At EXO’s “EXOPLANET #2: The EXO’luXion”, it all came to a head in an overwhelming sensory experience that took me a while to wrap my head around. I never imagined writing about a K-Pop concert experience of this caliber before, but it happened. It was amazing, frightening, surreal, and unsettling all at once.
EXO’s concert was, for a lack of better terms, fucking awesome. K-Pop became tangible that evening. The lines were blurred between reality and fantasy, and I was tip-toeing between both interchangeably. I never thought I would spend a whopping 2 and a half hours wildin’ out to EXO, but I did.
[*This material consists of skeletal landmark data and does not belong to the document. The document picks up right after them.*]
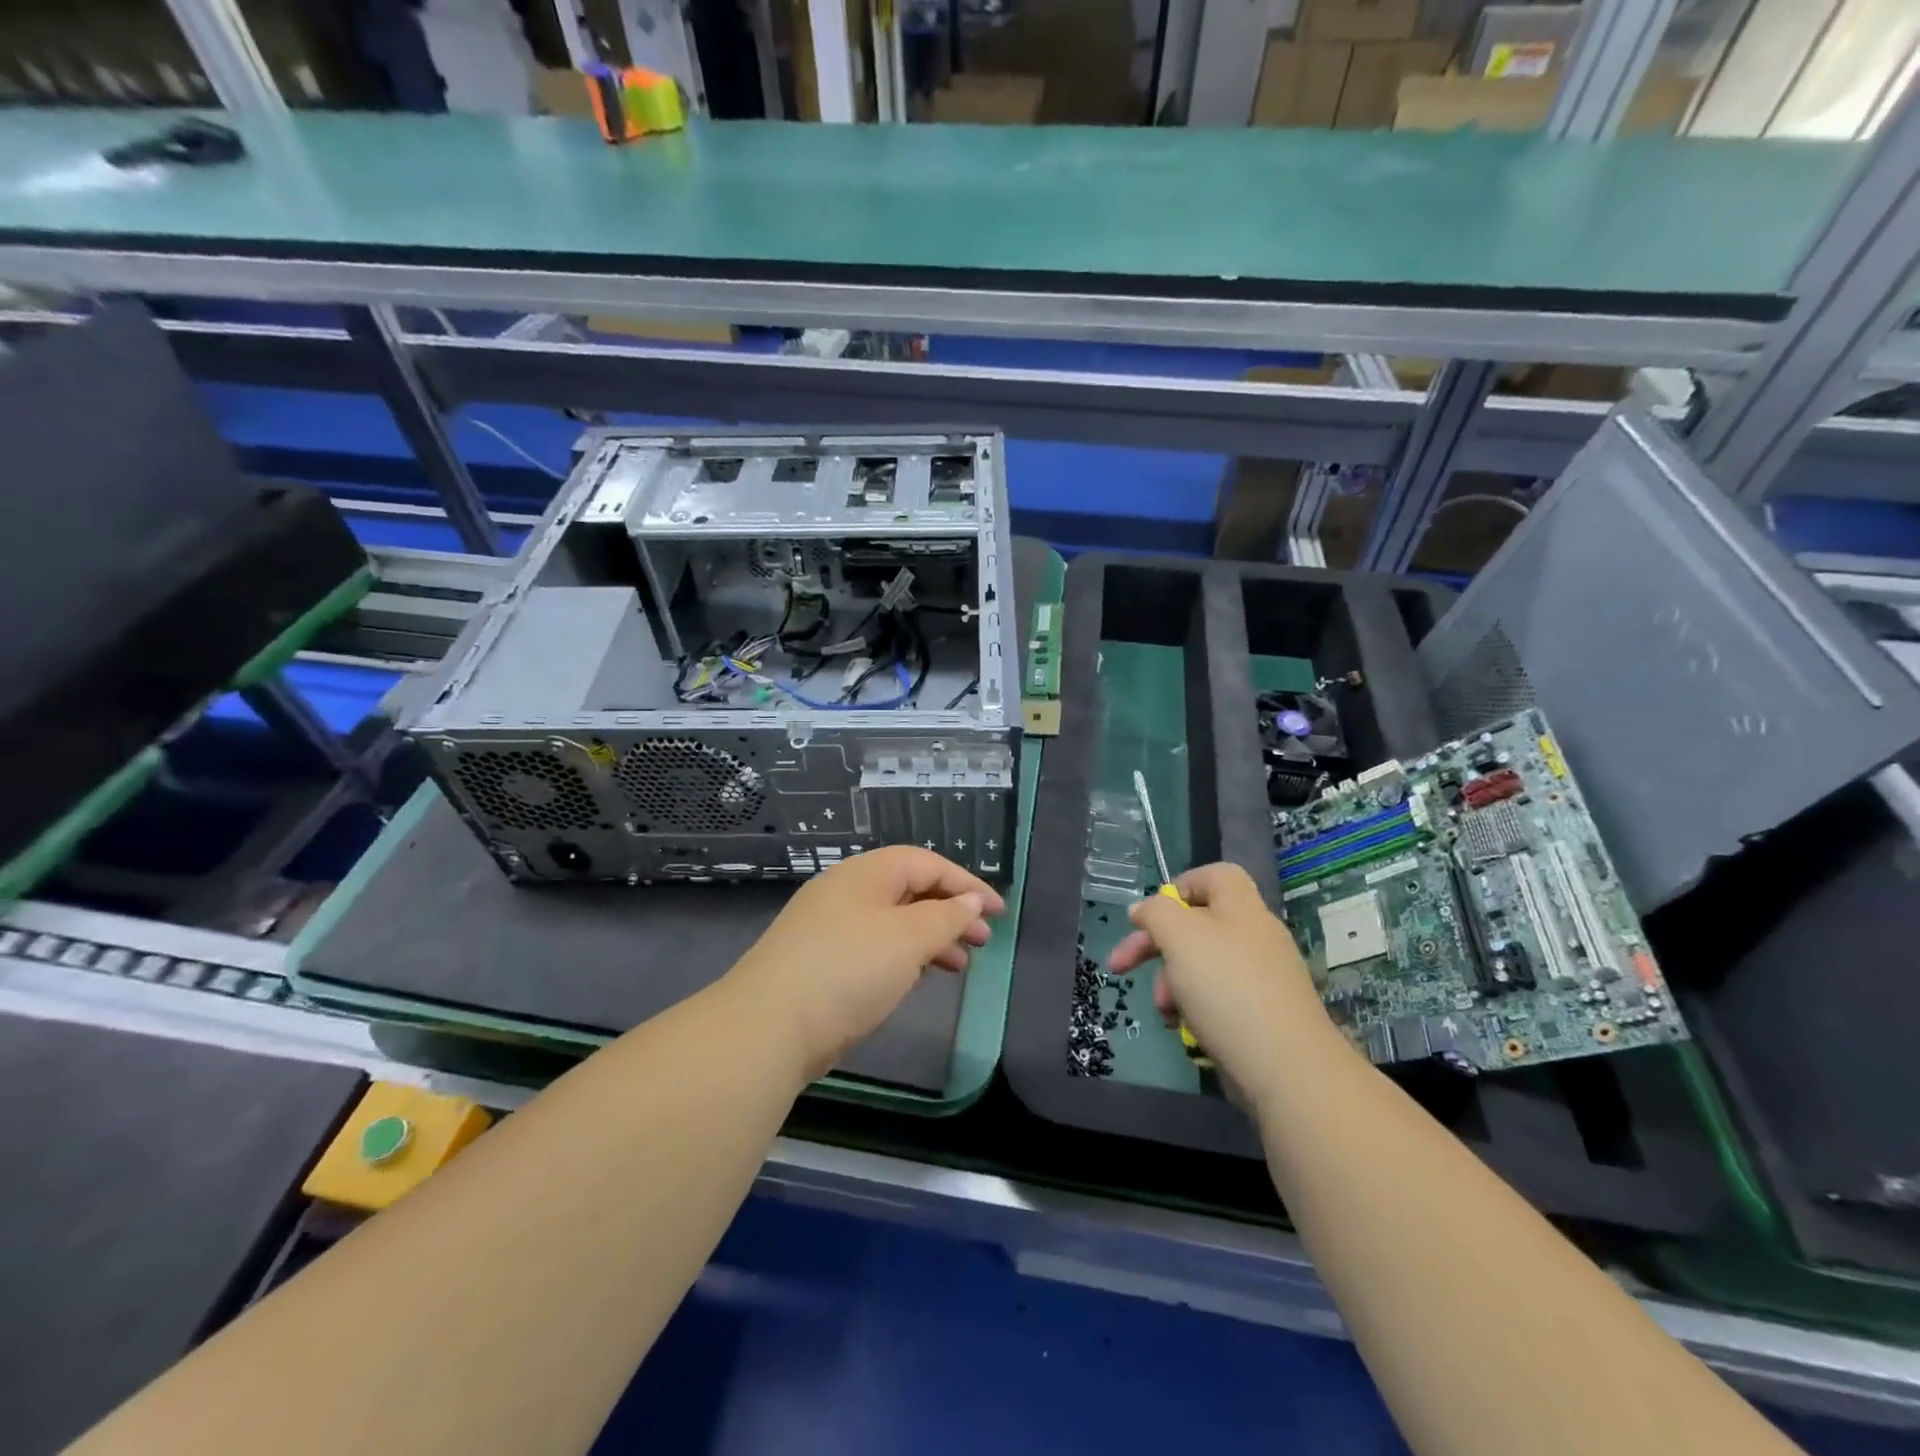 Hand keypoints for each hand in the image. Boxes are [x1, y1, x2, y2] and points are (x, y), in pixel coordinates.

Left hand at [724, 846, 1004, 1080]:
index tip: (998, 912)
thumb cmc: (848, 970)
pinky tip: (918, 976)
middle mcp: (847, 892)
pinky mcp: (821, 961)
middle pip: (911, 890)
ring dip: (931, 937)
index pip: (927, 864)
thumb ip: (946, 917)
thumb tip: (969, 902)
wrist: (769, 1027)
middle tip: (983, 940)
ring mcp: (830, 927)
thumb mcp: (908, 939)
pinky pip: (875, 947)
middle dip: (951, 912)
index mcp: (866, 873)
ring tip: (960, 964)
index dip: (967, 885)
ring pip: (894, 921)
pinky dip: (904, 956)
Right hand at [1108, 862, 1330, 1108]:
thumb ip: (1155, 913)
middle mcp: (1254, 936)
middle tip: (1119, 966)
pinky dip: (1195, 1009)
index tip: (1149, 915)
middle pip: (1196, 924)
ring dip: (1171, 983)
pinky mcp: (1261, 1015)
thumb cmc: (1227, 989)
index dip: (1179, 887)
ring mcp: (1261, 977)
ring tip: (1164, 1010)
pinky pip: (1217, 999)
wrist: (1286, 1068)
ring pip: (1201, 966)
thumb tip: (1142, 909)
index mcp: (1241, 908)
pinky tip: (1185, 1029)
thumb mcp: (1180, 937)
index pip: (1214, 876)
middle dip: (1154, 945)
But rather than diving into the actual show, I do want to point out something that is probably obvious, but that rang so true as I experienced it:
A K-Pop concert is one of the best places to observe the effectiveness of Hallyu and to get an honest idea of the audience it caters to. The K-Pop fandom is diverse. Very, very diverse. In fact, K-Pop caters to such a unique demographic, that at times leading up to EXO’s concert, I felt completely out of touch and out of place. I bring this up because being in the midst of it had a strange effect on me.
It made me uncomfortable.
It’s pretty evident from my social media footprint that I make it a thing to keep up with K-Pop; I mean, this blog is dedicated to it. At the same time, K-Pop is one of many threads of consciousness in my daily life. Like anyone, I have many interests and K-Pop happens to be one of them. So for me it was interesting to be confronted by a large body of human beings who were far more devoted to one specific aspect of K-Pop than I think I could ever be, and that in itself was a form of madness I wasn’t prepared to deal with. I’m a 26 year old dude who pokes fun at all of this on the daily, while on the other hand K-Pop resonates in an incredibly different way to someone else. Such was the case at “EXO’luXion”, and it took experiencing it first hand to help me understand that.
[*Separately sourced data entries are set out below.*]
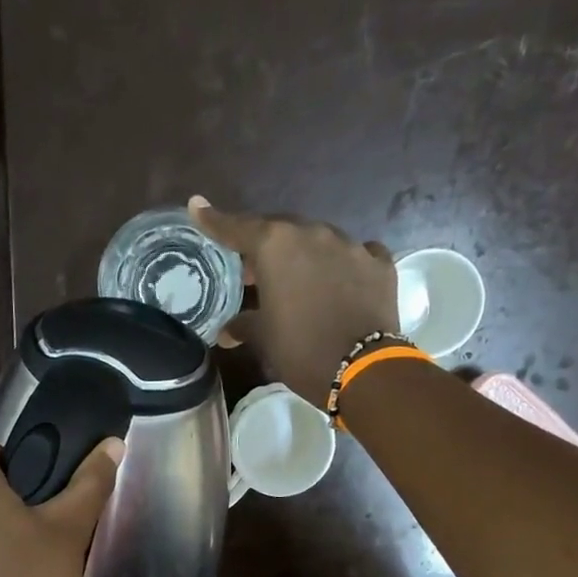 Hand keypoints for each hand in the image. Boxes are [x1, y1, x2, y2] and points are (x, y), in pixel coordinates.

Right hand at [189, 195, 399, 406]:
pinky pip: (356, 255)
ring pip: (318, 242)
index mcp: (276, 246)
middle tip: (253, 272)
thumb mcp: (264, 339)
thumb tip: (227, 331)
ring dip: (304, 257)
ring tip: (297, 282)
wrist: (361, 369)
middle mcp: (313, 234)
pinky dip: (343, 266)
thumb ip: (243, 325)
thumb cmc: (300, 350)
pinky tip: (341, 282)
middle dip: (264, 248)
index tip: (197, 206)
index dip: (214, 221)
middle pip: (280, 231)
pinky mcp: (379, 264)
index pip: (237, 228)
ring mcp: (351, 246) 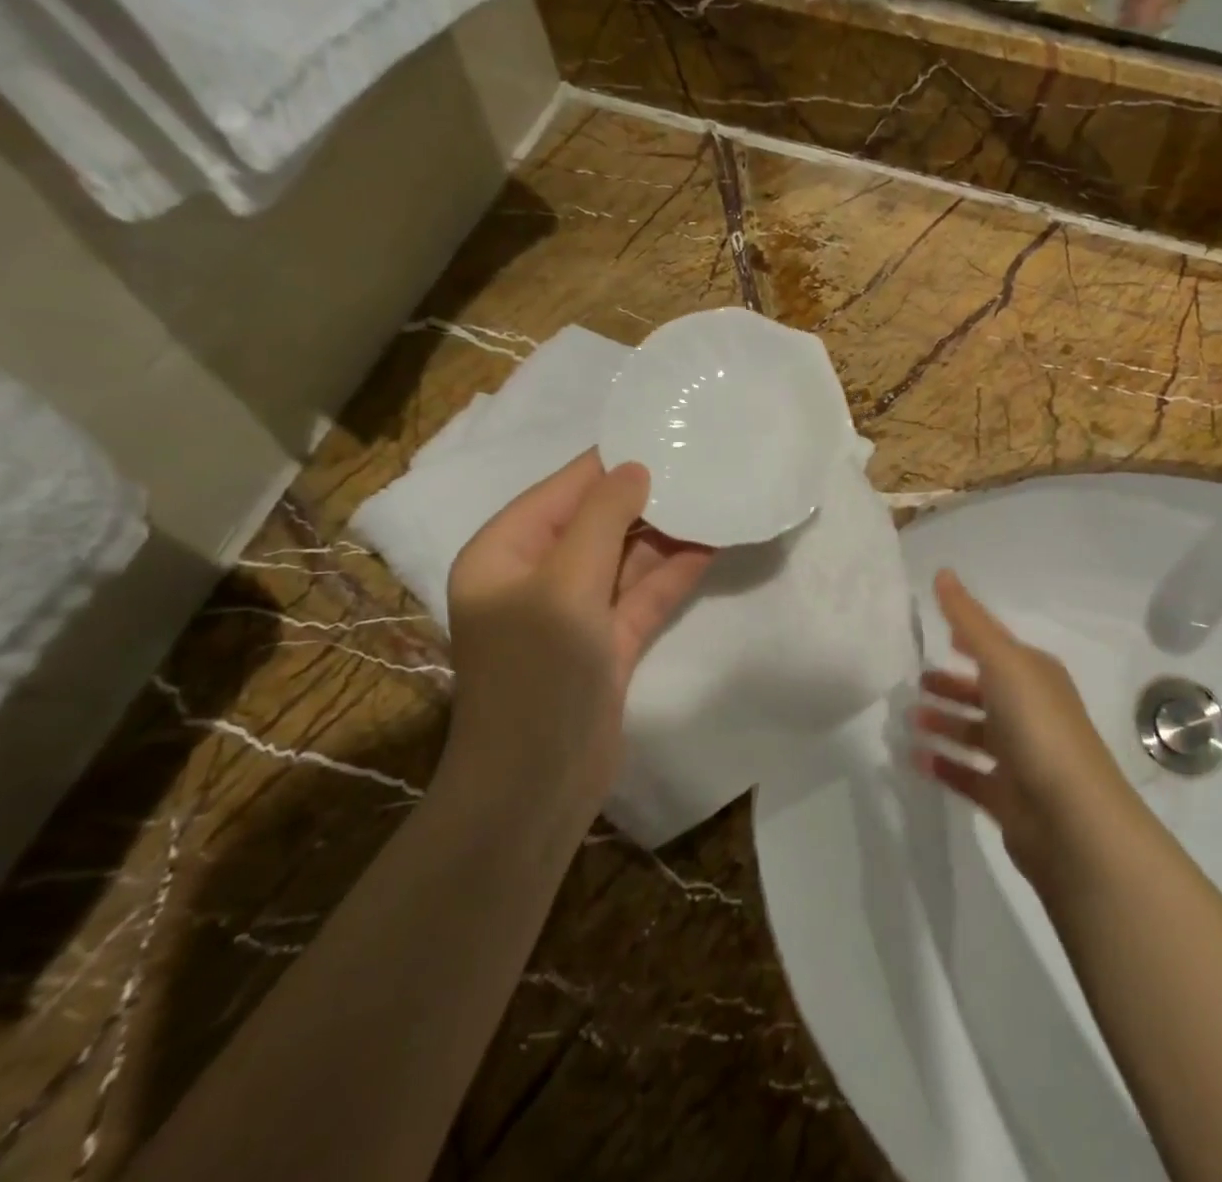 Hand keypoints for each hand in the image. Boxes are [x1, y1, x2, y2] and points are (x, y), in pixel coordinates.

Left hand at [441, 453, 712, 819]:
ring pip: (626, 557)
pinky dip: (673, 572)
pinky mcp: (608, 642)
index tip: (666, 436)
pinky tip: (712, 545)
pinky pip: (643, 594)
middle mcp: (537, 575)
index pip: (564, 490)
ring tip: (716, 498)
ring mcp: (575, 611)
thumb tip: (636, 468)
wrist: (537, 786)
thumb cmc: (538, 672)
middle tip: (703, 466)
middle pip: (598, 521)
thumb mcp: (566, 584)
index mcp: (506, 552)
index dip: (613, 464)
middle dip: (647, 498)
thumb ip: (602, 519)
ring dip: (666, 534)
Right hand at [909, 569, 1133, 883]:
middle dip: (950, 684)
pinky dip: (944, 764)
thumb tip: (943, 572)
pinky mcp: (1008, 797)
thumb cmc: (1037, 726)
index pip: (996, 647)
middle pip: (984, 691)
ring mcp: (1021, 757)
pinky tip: (914, 758)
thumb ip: (968, 619)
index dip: (968, 636)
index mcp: (1035, 675)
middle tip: (911, 681)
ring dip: (943, 723)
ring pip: (975, 732)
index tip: (935, 632)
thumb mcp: (1002, 661)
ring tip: (907, 719)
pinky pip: (968, 774)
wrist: (1071, 820)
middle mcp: (1031, 711)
As I stood in line sandwiched between two separate groups of teens – adolescents made up the majority of “EXO’luXion” show-goers – I found myself questioning if I actually cared enough to be there. If all K-Pop gatherings were anything like this, could I survive that? I’ve attended concerts before, so why was I uncomfortable now? Be it nerves or whathaveyou, I couldn’t relate to this demographic, and that confused me.
It’s tough to admit, but I was haunted by an anxiety that I didn’t understand, at a stupid K-Pop concert of all places. The little energy I harbored in the moments leading up to the show, I didn’t want to spend discussing K-Pop or flipping through idol Instagram accounts, like those surrounding me were doing. In seven simple words: I – did – not – want – to – be – there.
But what eventually alleviated the mental stress, especially upon entering the venue, was that no matter how far removed I felt, at the very least I knew we were all there for the same thing. Regardless of our background, temperament, or avenues of expression, we had EXO in common.
For me, it wasn’t so much that I was going to see EXO that activated my euphoria (although, c’mon, It’s fucking EXO), but that I was about to soak in the spirit and intricacies of every single concert, performance, show, and video that I’ve ever watched online and documented for years in person for the first time in my life. As a writer, that was what I was chasing going there. But for the rad girl who ended up sitting next to me–she went to the concert on her own, like I did–she was there for a completely different reason.
It was the thought of appreciating these artists in unison but each in our own different way under a controlled environment that finally took me from drowning in a breadth of discomfort to feeling a sense of belonging. I was overwhelmed with excitement, just like everybody else. We were ready to cheer, holler, and spill our hearts out. And at that moment, I was alright.